Romain Bobichon
Objets, espaces, lignes et autres
Mes recherches préalables à l’écriture de ce texte m’auront au moins éclairé sur un point : un des possibles de la peinture abstraite, à présent que cette dernière a perdu de sa dimension révolutionnaire ou manifeste, semble bien être de continuer à offrir aux regardeurs des espaces d’attention privilégiés.
Commencer de la sorte un texte consacré au travail de Romain Bobichon pourrait paraître contradictoire, tant la méthode que celui-ci s’applique – si tant est qu’elle soit si facilement identifiable, ou même qu’il y en ait une – s’incarne hors des prises de position définitives ou des déclarations solennelles. Cependant, me remémorant les moments passés avec Romain dans son atelier au début du mois de janvier dernier ou les discussions diverses que nous avons pu engager depuis, cette idée d’une attention particulière portée à la peinture, à l’art, et plus généralement au contexte humain et matériel qui l’environne m’est progressivement apparu comme un élément structurant de sa manière d’être (notamment artistique). Plus précisément, il ne s’agit en réalité pas tant d’une idée que d’un parti-pris, s’affirmant chez lui avec autant de douceur que de conviction, dont les conséquences sont visibles dans les différents projets auxquels l’artiste participe. On aura ainsi pu le voir perdre la vue dans le film de Lola Gonzàlez Véridis Quo, accompagner l’écriture et la réalisation de la mini-série La Cascadeure, avec Virginie Barré et Julien Gorgeart, ou encore s’investir dans les activités de la Tôlerie, un remarquable project space situé à Clermont-Ferrand, où Romain s’est installé il y a environ un an. Loin d’être exhaustives, ces expériences témoignent de la dimension parfois communautaire que peut prendre le travail d’un jeune artiste aujourd’hui, partagé entre des temps d’expérimentations collectives aux géométries diverses et à l’isolement (à vrai dire souvent relatif) d’une pratique d’atelier.

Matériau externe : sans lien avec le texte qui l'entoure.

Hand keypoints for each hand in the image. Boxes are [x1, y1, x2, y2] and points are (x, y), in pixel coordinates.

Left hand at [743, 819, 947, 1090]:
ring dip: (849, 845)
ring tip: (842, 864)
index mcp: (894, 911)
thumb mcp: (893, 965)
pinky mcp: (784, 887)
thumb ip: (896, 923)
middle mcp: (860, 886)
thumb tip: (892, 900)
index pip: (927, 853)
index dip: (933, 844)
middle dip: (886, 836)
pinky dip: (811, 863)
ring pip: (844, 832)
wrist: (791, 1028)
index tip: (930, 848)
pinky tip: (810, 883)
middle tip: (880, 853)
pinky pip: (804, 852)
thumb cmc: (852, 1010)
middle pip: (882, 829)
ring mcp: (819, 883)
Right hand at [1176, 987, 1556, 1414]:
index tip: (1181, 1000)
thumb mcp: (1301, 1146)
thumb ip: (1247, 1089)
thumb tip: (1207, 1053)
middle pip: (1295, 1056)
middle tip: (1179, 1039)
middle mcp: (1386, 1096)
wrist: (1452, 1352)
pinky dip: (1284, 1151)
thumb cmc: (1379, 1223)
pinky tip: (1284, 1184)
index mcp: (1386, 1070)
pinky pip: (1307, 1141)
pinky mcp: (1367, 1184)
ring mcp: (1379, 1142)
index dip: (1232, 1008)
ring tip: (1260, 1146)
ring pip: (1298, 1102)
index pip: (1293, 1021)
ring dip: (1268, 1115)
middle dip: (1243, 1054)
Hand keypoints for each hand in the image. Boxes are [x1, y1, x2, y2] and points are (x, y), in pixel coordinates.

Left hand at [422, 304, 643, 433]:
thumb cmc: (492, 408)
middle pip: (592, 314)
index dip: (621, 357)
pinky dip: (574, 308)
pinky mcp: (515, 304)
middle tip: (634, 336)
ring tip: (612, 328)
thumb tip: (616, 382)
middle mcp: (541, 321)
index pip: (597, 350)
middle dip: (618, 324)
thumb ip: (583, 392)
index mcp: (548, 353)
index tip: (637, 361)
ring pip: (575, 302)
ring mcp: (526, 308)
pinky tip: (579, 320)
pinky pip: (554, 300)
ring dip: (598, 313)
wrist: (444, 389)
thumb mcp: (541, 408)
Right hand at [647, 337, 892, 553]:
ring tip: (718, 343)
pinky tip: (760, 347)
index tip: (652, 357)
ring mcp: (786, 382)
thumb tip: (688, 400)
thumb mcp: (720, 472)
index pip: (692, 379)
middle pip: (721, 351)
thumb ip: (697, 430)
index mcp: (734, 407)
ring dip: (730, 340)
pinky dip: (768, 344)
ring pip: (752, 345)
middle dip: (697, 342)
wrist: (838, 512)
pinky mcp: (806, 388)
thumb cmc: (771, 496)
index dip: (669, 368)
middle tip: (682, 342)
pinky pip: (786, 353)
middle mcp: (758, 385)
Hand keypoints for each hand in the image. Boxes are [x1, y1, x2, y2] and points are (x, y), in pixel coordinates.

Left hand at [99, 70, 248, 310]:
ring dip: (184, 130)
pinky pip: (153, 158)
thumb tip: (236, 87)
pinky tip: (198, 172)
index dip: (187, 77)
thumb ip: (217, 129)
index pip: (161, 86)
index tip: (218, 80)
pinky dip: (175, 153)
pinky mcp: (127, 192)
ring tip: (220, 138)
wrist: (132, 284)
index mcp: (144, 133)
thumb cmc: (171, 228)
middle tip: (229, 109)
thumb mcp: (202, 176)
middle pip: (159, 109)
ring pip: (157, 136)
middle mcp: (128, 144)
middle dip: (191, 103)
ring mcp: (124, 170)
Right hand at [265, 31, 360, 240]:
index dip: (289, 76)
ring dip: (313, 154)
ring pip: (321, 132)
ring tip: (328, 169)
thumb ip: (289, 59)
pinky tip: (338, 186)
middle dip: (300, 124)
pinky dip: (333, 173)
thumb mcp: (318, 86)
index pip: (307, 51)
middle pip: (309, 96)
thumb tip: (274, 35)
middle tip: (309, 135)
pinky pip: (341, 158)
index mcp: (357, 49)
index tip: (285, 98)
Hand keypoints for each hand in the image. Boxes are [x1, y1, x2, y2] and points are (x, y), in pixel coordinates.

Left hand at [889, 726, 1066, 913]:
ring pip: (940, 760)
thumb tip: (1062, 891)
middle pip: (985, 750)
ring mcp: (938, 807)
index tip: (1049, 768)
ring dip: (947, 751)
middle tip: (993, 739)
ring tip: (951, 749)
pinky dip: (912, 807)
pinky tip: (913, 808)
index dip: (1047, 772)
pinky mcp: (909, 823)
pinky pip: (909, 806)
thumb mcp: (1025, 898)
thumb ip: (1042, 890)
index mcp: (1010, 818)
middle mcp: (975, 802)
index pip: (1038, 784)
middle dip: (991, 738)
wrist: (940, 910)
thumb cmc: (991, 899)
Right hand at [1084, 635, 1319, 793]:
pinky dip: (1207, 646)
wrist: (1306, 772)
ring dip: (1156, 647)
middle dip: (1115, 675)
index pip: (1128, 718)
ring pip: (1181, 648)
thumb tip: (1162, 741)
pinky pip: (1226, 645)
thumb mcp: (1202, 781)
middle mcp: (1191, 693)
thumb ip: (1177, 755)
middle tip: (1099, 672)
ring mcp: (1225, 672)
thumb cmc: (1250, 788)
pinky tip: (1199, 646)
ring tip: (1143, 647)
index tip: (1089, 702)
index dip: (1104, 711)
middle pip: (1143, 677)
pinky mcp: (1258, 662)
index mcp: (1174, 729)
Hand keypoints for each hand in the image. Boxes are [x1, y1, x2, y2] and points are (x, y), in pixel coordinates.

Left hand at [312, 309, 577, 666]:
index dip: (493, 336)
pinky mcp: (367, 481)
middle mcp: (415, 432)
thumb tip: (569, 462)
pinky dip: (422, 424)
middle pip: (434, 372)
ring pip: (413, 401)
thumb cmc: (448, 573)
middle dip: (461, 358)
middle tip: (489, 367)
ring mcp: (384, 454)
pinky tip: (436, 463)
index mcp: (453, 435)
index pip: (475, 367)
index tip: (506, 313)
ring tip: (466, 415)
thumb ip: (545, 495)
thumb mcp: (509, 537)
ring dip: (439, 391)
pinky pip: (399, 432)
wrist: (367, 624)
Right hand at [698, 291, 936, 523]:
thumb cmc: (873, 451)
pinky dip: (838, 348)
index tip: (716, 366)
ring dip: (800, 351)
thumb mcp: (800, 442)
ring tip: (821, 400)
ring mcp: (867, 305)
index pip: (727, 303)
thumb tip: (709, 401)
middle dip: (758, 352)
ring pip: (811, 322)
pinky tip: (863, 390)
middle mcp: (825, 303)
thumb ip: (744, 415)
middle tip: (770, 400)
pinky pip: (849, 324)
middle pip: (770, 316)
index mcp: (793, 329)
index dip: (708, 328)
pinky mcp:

Des projets menés en groupe à la production d’une peinture abstraite – qu’on imagine fréquemment, non sans entretenir un certain mythe romantique, s’effectuer dans l’intensité brouillonne d’une recherche solitaire – le déplacement de cette logique attentionnelle s’opère chez Romain Bobichon par une sorte de glissement naturel, sans en référer à un quelconque ressort existentialiste. On pourrait dès lors rapprocher sa peinture, ainsi que sa production somme toute assez minimale d’objets, de celle de l’artiste allemand Blinky Palermo, lui-même déjà adepte de petits formats et d’accrochages spécifiquement conçus pour les lieux où il exposait. Palermo parlait à l’égard de ses pièces de « trouvailles modestes »1, et c’est une terminologie qu’on appliquera volontiers à l’usage improvisé de certains supports faits de papier journal, de tissu ou encore de plastique, voire même à certaines techniques de recouvrements des surfaces, dont Romain Bobichon fait par exemple l’expérience dans la vidéo Synthese-Dos (2016), en passant un coup d’éponge humide sur chaque nouveau dessin réalisé à la craie. Mais c’est également sur la base de ce commentaire de Joseph Beuys, porté sur le travail de son ancien élève décédé, qu’on pourra prolonger la comparaison : « tout, chez [Palermo], fait écho à quelque chose d’autre »2 déclarait-il. Dans sa dimension réificatrice, qui traduit autant de sensations immatérielles, d’intuitions plastiques que de souvenirs plus ou moins lointains de choses vues, la forme abstraite concentre le regard vers un espace qui en contient potentiellement une infinité supplémentaire. Si l’on s’accorde à dire, avec Clifford Still, que l’œuvre est constituée d’un « quelque chose qui va et vient comme il peut »3, on ajoutera cependant que ce quelque chose, ici, fixe un réseau dense de distractions, nourries d’une consultation presque boulimique d’art, de cinéma, de musique et de cette multitude d’événements ou de non-événements qui fondent le quotidien.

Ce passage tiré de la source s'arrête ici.